Your assignment:
Starting at the first line of the data and ending at the line with "function strokePath(path, color, width, dash)", copy each line exactly. Include both of those lines, but no pictures.

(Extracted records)

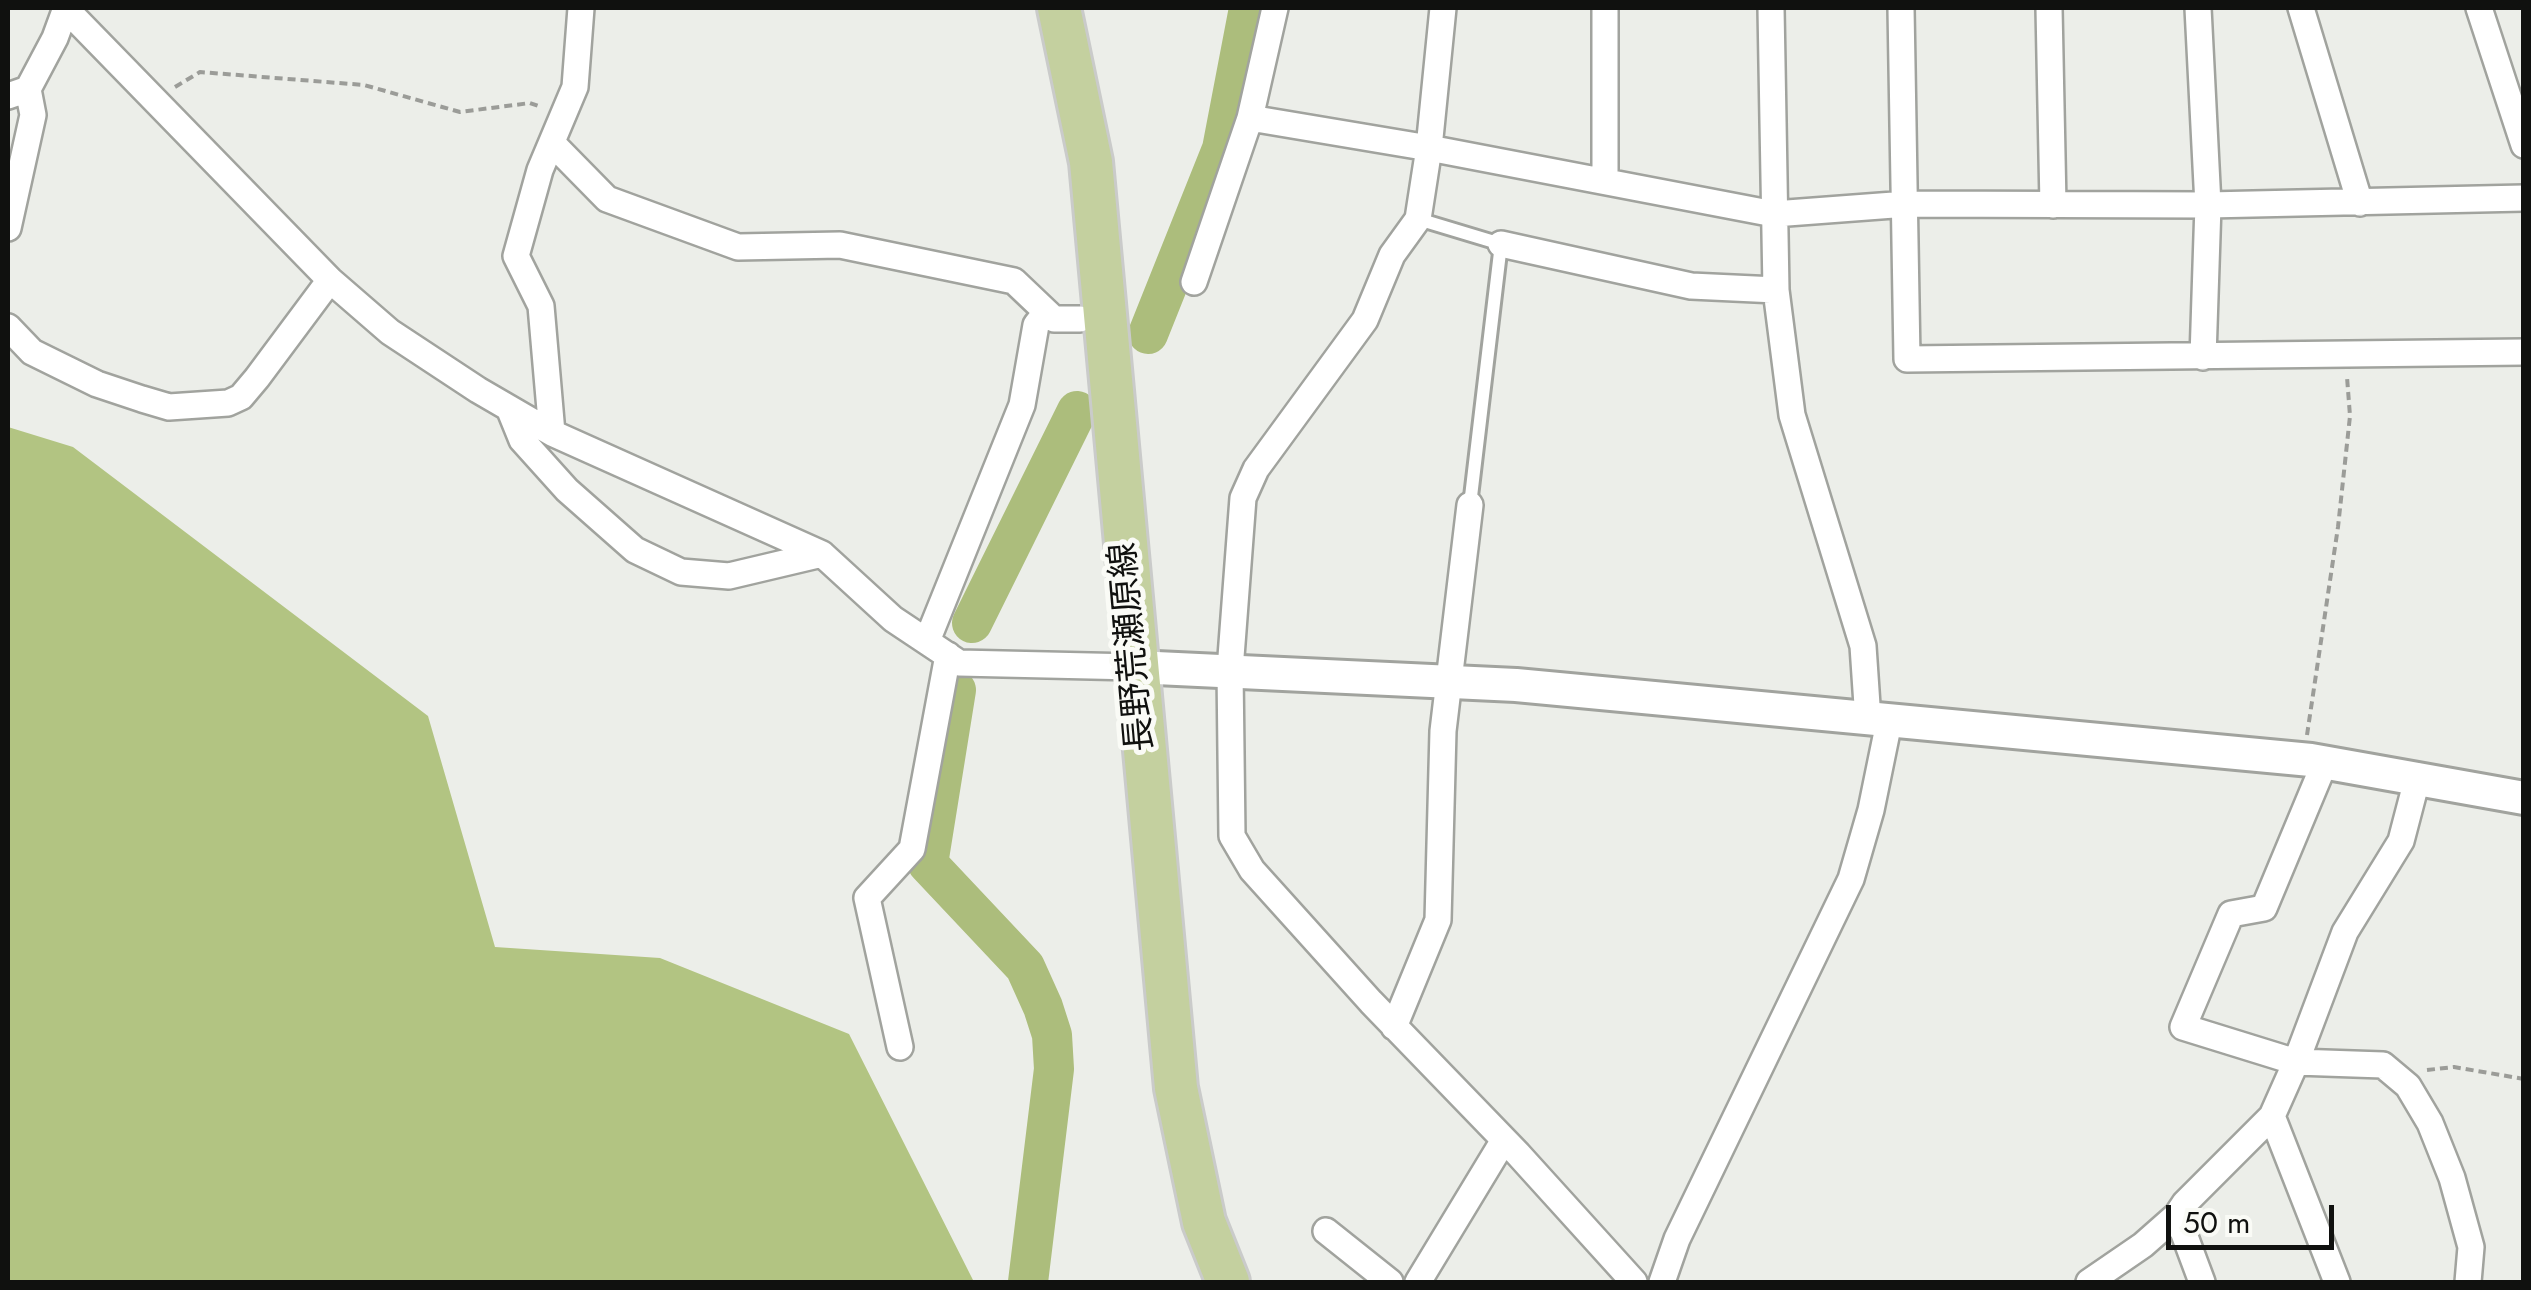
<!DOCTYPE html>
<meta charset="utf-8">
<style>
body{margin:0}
#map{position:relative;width:2531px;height:1290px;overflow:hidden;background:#eceee9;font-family:Jost,sans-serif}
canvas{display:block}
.frame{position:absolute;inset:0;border:10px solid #10110f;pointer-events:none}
.scale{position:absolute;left:2166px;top:1205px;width:168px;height:45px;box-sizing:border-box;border:5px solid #10110f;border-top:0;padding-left:12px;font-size:30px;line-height:35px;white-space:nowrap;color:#10110f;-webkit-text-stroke:8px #fafbf6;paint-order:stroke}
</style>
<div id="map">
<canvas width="2531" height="1290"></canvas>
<div class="frame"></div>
<div class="scale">50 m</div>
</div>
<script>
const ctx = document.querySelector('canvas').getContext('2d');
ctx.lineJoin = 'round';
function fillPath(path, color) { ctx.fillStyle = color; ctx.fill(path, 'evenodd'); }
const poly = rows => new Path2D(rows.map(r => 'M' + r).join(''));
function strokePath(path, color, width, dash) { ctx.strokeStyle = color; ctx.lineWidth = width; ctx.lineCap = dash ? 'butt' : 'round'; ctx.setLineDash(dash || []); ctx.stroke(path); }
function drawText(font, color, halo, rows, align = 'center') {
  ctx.font = font + ' Jost,"Noto Sans JP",sans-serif'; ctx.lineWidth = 10; ctx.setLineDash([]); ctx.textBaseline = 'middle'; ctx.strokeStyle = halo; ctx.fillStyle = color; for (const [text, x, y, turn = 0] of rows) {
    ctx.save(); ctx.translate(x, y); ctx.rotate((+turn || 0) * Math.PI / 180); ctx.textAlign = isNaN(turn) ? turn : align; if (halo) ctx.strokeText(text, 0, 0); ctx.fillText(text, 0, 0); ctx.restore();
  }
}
fillPath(poly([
 [8,427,73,447,428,716,495,947,660,958,849,1034,974,1282,8,1282]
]), '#b2c482');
strokePath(poly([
 [1148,334,1222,149,1249,8],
 [972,623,1077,411],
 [956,690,928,864,1025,967,1043,1007,1052,1035,1054,1069,1028,1282]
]), '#acbd7c', 40);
const service = poly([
 [1418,219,1501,244,1470,505]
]);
const minor = poly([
 [65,8,330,280,390,332,478,390,552,433,822,554,893,619,959,663,1135,667],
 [1443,8,1429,148,1418,219,1392,255,1365,320,1256,469,1243,498,1230,670,1232,836,1252,870,1371,1002,1518,1154,1634,1282],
 [1771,8,1776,290,1792,415,1863,646,1868,720],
 [1901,8,1907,359,2524,352],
 [2049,8,2053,205],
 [2198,8,2208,205,2203,357],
 [2301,8,2360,203],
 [2479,8,2524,145],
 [8,96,28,89,55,38,66,8],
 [1250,118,1429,148,1774,214,1907,204,2208,205,2524,198],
 [552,143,607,199,738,247,840,245,1014,281,1054,319,1080,319],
 [1605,181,1605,8],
 [8,228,33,115,28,89],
 [1501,244,1691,286,1776,290],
 [1194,282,1250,118,1275,8],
 [8,327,32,352,97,384,142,399,169,407,228,403,241,397,257,378,330,280],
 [509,408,522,440,567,490,635,550,681,572,729,576,822,554],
 [552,433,541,306,516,256,540,170,575,87,581,8],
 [927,641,1022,405,1036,325,1046,312],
 [2325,762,2264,908,2231,914,2183,1027,2296,1062,2383,1065,2408,1086,2430,1123,2452,1178,2471,1247,2468,1282],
 [1394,1027,1438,920,1443,731,1470,505],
 [900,1047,867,898,912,849,948,655],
 [2272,1116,2337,1282],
 [2177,1215,2202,1282],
 [1326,1231,1390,1282],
 [1418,1282,1504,1140],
 [1662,1282,1677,1239,1851,879,1871,810,1889,722],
 [2089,1282,2143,1245,2177,1215,2185,1203,2272,1116,2296,1062,2345,932,2401,841,2418,776]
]);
const tertiary = poly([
 [1135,667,1516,685,2311,760,2524,798]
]);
const primary = poly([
 [1059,8,1091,162,1176,1088,1204,1222,1228,1282]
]);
strokePath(service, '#a1a39e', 18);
strokePath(minor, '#a1a39e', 30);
strokePath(tertiary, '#a1a39e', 38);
strokePath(primary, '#cacbca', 48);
strokePath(poly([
 [175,87,200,72,364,85,460,112,530,103,541,107],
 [2307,735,2338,527,2350,416,2347,377],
 [2427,1070,2454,1067,2524,1079]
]), '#9b9c98', 4, [8, 5]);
strokePath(service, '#fff', 12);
strokePath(minor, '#fff', 25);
strokePath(tertiary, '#fff', 32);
strokePath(primary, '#c4d09f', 42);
drawText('35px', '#10110f', '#fafbf6', [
 ["長野荒瀬原線",1134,647,-95]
]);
</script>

Output of the exercise:
<!DOCTYPE html>
<meta charset="utf-8">
<style>
body{margin:0}
#map{position:relative;width:2531px;height:1290px;overflow:hidden;background:#eceee9;font-family:Jost,sans-serif}
canvas{display:block}
.frame{position:absolute;inset:0;border:10px solid #10110f;pointer-events:none}
.scale{position:absolute;left:2166px;top:1205px;width:168px;height:45px;box-sizing:border-box;border:5px solid #10110f;border-top:0;padding-left:12px;font-size:30px;line-height:35px;white-space:nowrap;color:#10110f;-webkit-text-stroke:8px #fafbf6;paint-order:stroke}
</style>
<div id="map">
<canvas width="2531" height="1290"></canvas>
<div class="frame"></div>
<div class="scale">50 m</div>
</div>
<script>
const ctx = document.querySelector('canvas').getContext('2d');
ctx.lineJoin = 'round';
function fillPath(path, color) { ctx.fillStyle = color; ctx.fill(path, 'evenodd'); }
const poly = rows => new Path2D(rows.map(r => 'M' + r).join(''));
function strokePath(path, color, width, dash) { ctx.strokeStyle = color; ctx.lineWidth = width; ctx.lineCap = dash ? 'butt' : 'round'; ctx.setLineDash(dash || []); ctx.stroke(path); }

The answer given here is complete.